On the subject of historical figures who may not have existed, there were a number of comments about William Shakespeare on the post that started all this. Let me just make the case that Shakespeare himself wrote the plays.
First, we can be pretty sure that William Shakespeare existed. We have his will and some court and legal records, and these should be sufficient to establish his existence. Granted, there have been a lot of Shakespeare forgeries over the years, but these documents are fairly prosaic and have stood up to close scrutiny.
But ultimately it comes down to this: we know that Shakespeare wrote those plays because we know that other people wrote those plays.
Hear me out.
We know from the diary of Philip Hanslowe, owner of an Elizabethan theater called “The Rose,” that playwrights of that era usually collaborated with one another. With this knowledge, scholars have gone back and analysed the plays, comparing the word usage with other known playwrights from the era.
What the statistical analysis found was that Shakespeare’s plays were co-written with identifiable playwrights: John Fletcher in Henry XIII, George Peele in Titus Adronicus and so forth. But the majority of the works consistently show the same hand.
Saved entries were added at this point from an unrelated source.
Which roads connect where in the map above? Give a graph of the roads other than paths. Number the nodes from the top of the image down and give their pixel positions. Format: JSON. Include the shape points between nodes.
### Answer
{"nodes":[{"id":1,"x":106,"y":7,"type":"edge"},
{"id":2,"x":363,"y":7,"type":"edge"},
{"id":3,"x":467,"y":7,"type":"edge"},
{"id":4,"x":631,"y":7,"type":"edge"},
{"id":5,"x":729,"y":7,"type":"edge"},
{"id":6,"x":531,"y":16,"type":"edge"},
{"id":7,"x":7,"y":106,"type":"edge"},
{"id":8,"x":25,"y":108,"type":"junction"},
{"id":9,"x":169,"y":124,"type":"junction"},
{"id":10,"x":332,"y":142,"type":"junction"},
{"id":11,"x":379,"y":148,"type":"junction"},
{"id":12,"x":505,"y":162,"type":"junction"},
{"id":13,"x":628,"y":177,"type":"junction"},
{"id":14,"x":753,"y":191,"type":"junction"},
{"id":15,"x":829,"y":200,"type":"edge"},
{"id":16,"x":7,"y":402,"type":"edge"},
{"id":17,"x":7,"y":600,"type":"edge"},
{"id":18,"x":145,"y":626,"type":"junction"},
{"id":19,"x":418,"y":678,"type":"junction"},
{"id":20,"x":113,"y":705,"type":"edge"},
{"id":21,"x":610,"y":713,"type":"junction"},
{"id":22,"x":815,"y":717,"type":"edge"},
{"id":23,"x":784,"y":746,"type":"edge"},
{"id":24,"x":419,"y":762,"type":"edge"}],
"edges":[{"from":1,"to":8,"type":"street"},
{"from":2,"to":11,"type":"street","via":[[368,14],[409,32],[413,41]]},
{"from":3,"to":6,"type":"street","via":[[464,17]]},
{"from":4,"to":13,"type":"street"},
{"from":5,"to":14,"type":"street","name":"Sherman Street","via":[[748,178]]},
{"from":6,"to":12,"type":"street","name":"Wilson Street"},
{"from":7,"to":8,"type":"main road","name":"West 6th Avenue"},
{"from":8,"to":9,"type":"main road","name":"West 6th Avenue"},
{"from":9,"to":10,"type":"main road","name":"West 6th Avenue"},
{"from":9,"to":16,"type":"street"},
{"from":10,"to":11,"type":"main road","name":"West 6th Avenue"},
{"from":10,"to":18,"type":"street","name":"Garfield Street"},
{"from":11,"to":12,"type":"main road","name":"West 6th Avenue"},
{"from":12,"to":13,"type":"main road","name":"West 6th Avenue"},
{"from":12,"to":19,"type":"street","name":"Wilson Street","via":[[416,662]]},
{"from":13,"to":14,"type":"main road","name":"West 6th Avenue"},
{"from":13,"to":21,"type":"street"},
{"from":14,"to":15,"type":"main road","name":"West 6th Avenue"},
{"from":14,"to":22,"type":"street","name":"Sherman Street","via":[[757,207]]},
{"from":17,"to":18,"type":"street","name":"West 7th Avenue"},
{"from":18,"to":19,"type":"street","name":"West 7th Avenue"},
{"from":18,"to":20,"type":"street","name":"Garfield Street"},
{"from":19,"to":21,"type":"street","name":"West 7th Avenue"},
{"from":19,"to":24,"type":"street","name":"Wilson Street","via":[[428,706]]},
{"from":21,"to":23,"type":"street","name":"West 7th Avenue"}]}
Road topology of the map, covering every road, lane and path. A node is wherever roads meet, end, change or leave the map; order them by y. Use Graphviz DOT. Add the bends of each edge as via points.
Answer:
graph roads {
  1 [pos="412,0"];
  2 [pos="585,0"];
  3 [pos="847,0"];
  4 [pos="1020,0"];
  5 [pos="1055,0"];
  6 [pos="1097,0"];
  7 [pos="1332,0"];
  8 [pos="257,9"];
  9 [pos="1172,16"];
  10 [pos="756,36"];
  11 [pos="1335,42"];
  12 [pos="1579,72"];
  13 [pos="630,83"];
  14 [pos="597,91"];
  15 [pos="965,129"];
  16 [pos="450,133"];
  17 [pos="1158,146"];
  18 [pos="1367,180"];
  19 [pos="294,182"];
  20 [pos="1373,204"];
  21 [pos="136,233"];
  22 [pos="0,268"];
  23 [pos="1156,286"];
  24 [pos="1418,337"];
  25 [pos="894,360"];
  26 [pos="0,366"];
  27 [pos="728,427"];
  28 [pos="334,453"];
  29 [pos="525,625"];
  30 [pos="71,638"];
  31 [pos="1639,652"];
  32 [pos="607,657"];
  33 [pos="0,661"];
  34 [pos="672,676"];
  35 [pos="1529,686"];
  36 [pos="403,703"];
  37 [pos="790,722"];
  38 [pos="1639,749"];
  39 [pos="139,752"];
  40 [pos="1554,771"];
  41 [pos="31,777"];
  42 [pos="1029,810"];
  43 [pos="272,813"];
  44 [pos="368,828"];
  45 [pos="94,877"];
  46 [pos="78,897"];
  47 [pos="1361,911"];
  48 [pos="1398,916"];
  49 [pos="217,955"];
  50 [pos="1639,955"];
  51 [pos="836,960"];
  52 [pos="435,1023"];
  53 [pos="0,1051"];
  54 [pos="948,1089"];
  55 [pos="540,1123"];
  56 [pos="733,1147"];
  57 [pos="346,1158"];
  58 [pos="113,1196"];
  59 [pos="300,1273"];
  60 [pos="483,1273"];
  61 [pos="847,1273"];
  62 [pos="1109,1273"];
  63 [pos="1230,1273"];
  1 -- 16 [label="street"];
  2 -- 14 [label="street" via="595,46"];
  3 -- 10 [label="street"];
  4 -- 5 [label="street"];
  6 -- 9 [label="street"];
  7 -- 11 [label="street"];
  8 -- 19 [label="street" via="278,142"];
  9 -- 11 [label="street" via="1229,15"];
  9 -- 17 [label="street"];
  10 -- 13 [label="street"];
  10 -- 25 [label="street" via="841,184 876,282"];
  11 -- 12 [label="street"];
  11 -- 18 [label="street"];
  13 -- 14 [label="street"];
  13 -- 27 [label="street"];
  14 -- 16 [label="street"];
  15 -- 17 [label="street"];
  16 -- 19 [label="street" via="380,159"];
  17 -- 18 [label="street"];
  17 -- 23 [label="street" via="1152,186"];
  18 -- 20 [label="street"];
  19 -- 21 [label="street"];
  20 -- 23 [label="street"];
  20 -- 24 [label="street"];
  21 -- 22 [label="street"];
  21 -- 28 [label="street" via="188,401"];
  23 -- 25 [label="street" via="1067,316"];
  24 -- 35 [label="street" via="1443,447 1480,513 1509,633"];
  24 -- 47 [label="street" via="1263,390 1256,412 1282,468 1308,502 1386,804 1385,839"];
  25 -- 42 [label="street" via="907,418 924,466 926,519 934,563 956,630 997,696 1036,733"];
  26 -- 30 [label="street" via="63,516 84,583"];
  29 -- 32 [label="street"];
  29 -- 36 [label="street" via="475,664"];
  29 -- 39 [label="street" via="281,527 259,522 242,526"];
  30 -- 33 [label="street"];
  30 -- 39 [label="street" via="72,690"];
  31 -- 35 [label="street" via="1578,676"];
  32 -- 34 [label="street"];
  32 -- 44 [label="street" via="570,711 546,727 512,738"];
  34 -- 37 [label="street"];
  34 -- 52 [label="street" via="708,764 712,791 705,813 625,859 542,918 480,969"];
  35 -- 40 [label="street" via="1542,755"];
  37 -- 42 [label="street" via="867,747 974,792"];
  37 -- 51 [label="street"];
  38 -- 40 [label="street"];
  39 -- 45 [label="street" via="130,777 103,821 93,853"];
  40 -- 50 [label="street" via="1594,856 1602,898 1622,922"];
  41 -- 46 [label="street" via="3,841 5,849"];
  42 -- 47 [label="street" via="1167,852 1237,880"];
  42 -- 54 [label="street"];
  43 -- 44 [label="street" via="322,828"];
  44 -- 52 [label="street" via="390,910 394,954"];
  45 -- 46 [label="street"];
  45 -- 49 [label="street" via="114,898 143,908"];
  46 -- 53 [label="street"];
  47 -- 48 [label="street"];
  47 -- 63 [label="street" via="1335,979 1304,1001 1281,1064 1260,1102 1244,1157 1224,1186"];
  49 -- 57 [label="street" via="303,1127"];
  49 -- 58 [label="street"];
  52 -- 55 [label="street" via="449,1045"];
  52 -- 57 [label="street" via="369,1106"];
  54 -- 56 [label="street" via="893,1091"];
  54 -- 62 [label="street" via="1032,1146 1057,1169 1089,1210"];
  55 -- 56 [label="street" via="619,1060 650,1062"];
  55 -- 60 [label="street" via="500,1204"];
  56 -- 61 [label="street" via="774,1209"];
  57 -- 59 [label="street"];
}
How do we know that this hand was Shakespeare? We don’t, at least not absolutely. But none of the other popular theories can account for how so many contemporary playwrights got their hands on these works. Men like Bacon and Oxford would not have farmed out their half-finished manuscripts.
Since we know that Shakespeare was alive, and we’re pretty confident that he was a playwright, it makes the most sense to assume that he was the primary author of the plays that bear his name.
I suspect that most of you feel that this is all pretty silly, but some of western culture’s leading names have believed that Shakespeare was a fraud. For example, Mark Twain was a devoted Baconian, and Sigmund Freud was an Oxfordian.
Of course, nobody’s telling me I’ll go to Hell if I don’t believe in Shakespeare.
Bah, you and your high-fallutin theories. I had a boil on my bum, and I prayed to Shakespeare, and now it’s gone. What more proof do you need?
I find the theory that the plays were written by Marlowe, who had escaped to Italy, to be wonderfully romantic. The part that baffles me about Shakespeare is where/when did this small-town guy get the chance to read all the history, mythology, etc. that the plays are based on?
It’s romantic, yes, but silly. Marlowe died before the Tempest was written.
Or rather, before the famous shipwreck that inspired parts of the Tempest is known to have occurred (which precludes the Tempest from having been written early but not released until after Marlowe’s death.)
I think the theory Nazani is referring to claims that Marlowe didn’t actually die then. But it is pretty silly.
It probably is completely wrong. However, the accounts of Marlowe’s death seem pretty fishy, too.
Ok, I am going to give this a shot.
The question is not “Did ‘William Shakespeare’ write the plays and sonnets?”
Rather, the question is “Who was the man behind the name ‘William Shakespeare?”
Most people think that one William Shaksper, of Stratford-Uopn-Avon, 1564-1616, was our guy. Similar name, connected with the theatre, general time period – and yes, he existed – so it fits. Most people believe this because that is what they were taught, and that is what most books say. Why question it?
But some incredibly smart and perceptive authors, actors, and other brainiacs through the years have questioned the common wisdom. that Shaksper (1564-1616) was Shakespeare. Mark Twain, Charles Dickens, Sigmund Freud, Lesley Howare, Charlie Chaplan, Sir John Gielgud, Sir Derek Jacobi, and Mark Rylance (former artistic director of the new Globe Theatre) to name a few. Not exactly a list of ignorant bozos.
If you are curious read “The Mysterious William Shakespeare” by Charleton Ogburn Jr.
Uhm… pretty sure there is a list of incredibly smart and perceptive authors who have questioned anything you can think of; argumentum ad populum…
Interesting that you bring that up, since argumentum ad populum seems to be the favorite first defense of the Shakespeare believers – “Well, if it wasn’t the Stradford guy, how come everyone thinks it was?”
I was just trying to skip to the next step, which is, “Not everyone thinks he was.”